Leiopython

Leiopython
Weißlippenpython

Weißlippenpython (Leiopython albertisii)

Systematik
Unterordnung: Schlangen (Serpentes)
Überfamilie: Wühl- und Riesenschlangenartige (Boidea)
Familie: Riesenschlangen (Boidae)
Unterfamilie: Pythons (Pythoninae)
Gattung: Leiopython
Art: Weißlippenpython
Wissenschaftlicher Name
Leiopython albertisii
Peters & Doria, 1878

Der Weißlippenpython (Leiopython albertisii) ist die einzige Art der monotypischen Gattung Leiopython aus der Unterfamilie der Pythons. Derzeit sind keine Unterarten anerkannt[1]. Die Art wurde zu Ehren Luigi Maria d'Albertis benannt[2].

Inhaltsverzeichnis

Beschreibung

Der Weißlippenpython erreicht bis zu drei Meter Länge und hat eine mittel- bis dunkelbraune Körperfärbung ohne Musterung, Kehle und Bauch sind hellgrau oder gelblich. Der Kopf ist lang und deutlich vom schlanken Rumpf abgesetzt, schwarzbraun bis schwarz gefärbt und hat auffällige weiße Ober- und Unterlippenschilde mit schwarzen Vorderkanten[3]. In den nördlichen Populationen findet sich häufig ein weißlicher Fleck hinter dem Auge.

Hinter den beiden Internasalschilde liegen zwei langgestreckte Präfrontalschilde und ein großer Frontalschild, an den ein Paar Parietalschilde anschließen. Das Auge ist umgeben von einem Präocular-, einem großen Supraocular- und drei bis vier Postocularschilden und grenzt an den fünften bis siebten der 12 bis 14 Supralabialschilde. Die Infralabialschilde zählen 14 bis 18. Die Rumpfmitte weist 44 bis 55 Reihen glatter Schuppen auf, der Bauch 259 bis 283 Ventral- und 62 bis 72 paarige Subcaudalschilde sowie einen ungeteilten Analschild.

Verbreitung

Der Weißlippenpython findet sich auf Neu Guinea (unterhalb 1200 Metern), inklusive der Inseln Salawati und Biak, auf Normanby, Mussau und auf einer Reihe von Inseln in der Torres-Straße[4]. Die Art lebt vorwiegend am Boden in Regenwäldern und Marschland, normalerweise in der Nähe von Wasser, welches bei Störung als Zuflucht genutzt wird.

Lebensweise

Der Weißlippenpython ernährt sich vorwiegend von kleinen bis mittelgroßen Säugern, Vögeln und Reptilien.

Die Weibchen legen etwa ein Dutzend Eier in einem kompakten Haufen.
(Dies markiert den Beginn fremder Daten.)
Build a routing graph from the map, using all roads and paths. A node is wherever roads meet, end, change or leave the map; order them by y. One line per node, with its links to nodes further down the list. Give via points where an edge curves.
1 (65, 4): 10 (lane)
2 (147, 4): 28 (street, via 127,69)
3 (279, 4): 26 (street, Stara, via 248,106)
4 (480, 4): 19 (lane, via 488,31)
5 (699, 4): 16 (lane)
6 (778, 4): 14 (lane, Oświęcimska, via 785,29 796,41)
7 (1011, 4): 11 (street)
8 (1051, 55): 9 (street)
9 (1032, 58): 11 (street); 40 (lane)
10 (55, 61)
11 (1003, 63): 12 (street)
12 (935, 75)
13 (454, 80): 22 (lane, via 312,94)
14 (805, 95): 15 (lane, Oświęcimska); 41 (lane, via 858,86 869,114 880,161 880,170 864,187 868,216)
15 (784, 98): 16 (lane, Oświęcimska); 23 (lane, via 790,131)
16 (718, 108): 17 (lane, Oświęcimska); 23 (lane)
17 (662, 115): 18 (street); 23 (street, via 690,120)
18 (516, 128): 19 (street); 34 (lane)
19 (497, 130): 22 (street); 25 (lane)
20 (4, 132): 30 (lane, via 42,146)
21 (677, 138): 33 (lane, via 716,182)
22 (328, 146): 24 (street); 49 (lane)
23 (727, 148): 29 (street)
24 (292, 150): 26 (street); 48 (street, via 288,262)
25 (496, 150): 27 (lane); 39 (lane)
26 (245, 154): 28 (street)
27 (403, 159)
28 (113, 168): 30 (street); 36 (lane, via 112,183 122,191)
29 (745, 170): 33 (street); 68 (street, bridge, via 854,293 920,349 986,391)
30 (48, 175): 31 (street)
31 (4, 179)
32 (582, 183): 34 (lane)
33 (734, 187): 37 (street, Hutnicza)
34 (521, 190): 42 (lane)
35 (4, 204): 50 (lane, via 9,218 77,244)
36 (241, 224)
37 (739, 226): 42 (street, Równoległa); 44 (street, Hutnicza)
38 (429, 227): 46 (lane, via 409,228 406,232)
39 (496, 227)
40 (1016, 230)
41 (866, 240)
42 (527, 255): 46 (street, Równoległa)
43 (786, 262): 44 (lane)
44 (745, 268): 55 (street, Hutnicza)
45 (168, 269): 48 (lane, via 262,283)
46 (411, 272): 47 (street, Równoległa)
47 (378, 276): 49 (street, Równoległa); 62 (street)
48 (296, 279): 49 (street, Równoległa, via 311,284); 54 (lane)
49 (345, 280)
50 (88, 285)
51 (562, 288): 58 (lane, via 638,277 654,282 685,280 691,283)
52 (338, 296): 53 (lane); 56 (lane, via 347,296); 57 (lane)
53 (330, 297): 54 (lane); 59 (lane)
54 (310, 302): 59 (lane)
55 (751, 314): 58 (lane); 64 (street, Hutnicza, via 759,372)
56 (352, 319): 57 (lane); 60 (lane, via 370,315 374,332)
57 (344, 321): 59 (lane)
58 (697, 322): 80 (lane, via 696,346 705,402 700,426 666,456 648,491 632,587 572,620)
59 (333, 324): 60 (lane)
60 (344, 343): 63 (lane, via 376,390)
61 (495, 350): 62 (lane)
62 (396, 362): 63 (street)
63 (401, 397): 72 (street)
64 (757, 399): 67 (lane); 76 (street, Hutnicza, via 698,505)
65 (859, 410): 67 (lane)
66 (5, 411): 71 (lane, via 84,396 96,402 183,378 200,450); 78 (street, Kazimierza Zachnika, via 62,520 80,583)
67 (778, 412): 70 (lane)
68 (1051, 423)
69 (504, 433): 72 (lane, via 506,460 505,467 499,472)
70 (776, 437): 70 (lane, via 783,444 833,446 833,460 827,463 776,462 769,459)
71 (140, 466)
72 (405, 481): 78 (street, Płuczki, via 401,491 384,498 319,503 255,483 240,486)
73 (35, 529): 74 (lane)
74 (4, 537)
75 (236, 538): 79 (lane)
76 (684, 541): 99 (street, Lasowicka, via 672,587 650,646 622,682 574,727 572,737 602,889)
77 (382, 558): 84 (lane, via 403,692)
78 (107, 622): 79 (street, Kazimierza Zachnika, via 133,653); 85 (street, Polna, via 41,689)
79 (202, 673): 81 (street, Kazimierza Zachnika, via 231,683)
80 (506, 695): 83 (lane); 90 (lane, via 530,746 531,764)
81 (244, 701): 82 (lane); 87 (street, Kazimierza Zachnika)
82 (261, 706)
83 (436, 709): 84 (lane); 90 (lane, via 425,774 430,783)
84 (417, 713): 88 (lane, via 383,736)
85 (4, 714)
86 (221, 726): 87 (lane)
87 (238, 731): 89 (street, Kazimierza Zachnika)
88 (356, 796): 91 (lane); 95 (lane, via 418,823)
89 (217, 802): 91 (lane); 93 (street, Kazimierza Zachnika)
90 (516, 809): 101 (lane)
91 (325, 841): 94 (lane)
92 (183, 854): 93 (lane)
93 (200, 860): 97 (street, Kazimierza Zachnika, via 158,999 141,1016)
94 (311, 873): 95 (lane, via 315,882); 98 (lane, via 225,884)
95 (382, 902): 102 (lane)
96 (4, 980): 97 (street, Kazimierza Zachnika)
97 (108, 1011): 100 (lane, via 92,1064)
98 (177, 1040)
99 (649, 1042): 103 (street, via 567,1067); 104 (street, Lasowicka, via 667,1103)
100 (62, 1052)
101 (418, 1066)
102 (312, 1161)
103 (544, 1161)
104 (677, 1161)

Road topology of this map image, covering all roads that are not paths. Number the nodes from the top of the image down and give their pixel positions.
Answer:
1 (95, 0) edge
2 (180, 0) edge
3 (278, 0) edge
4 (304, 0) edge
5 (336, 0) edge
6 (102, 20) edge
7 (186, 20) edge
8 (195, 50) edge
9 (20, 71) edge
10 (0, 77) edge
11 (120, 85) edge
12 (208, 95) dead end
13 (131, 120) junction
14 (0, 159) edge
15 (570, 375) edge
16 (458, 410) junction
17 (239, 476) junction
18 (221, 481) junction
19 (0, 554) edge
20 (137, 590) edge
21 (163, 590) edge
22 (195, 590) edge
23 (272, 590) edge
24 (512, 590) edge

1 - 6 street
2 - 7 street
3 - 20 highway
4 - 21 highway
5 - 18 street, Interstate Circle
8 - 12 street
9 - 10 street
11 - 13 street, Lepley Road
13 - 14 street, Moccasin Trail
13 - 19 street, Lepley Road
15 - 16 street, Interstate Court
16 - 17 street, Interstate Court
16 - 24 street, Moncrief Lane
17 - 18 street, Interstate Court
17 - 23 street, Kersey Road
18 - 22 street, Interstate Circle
Die Gelege werden vom Muttertier wie auch bei anderen Python-Arten bewacht. Nach etwa 57–79 Tagen schlüpfen die Jungen, welche zu diesem Zeitpunkt eine Länge von etwa 35–40 Zentimetern aufweisen.

Weblinks

Quellen

  • Ludwig Trutnau: Ungiftige Schlangen, Teil 1. 4 Auflage. Eugen Ulmer GmbH & Co., Stuttgart 2002, ISBN 3-8001-3223-0. 

Einzelnachweise

  1. Leiopython bei ITIS (engl.)
  2. Peters W and G Doria. 1878. Catalogo dei retilli e dei batraci raccolti da O. Beccari, L. M. D'Alberts e A. A. Bruijn. nella sotto-regione Austro-Malese. Annali del Museo Civico de Storia Naturale di Genova. ser. 1(13):401-403, plate III, Fig. 2.
  3. Mehrtens JM. 1987. Living Snakes of the World in Color. New York: Sterling Publishers. 480 pp. ISBN 0-8069-6460-X.
  4. McDiarmid RW, Campbell JA, Touré T. 1999. Snake Species of the World: A Taxonomic and Geographic Reference, vol. 1. Herpetologists' League. 511 pp. ISBN 1-893777-00-6 (series). ISBN 1-893777-01-4 (volume).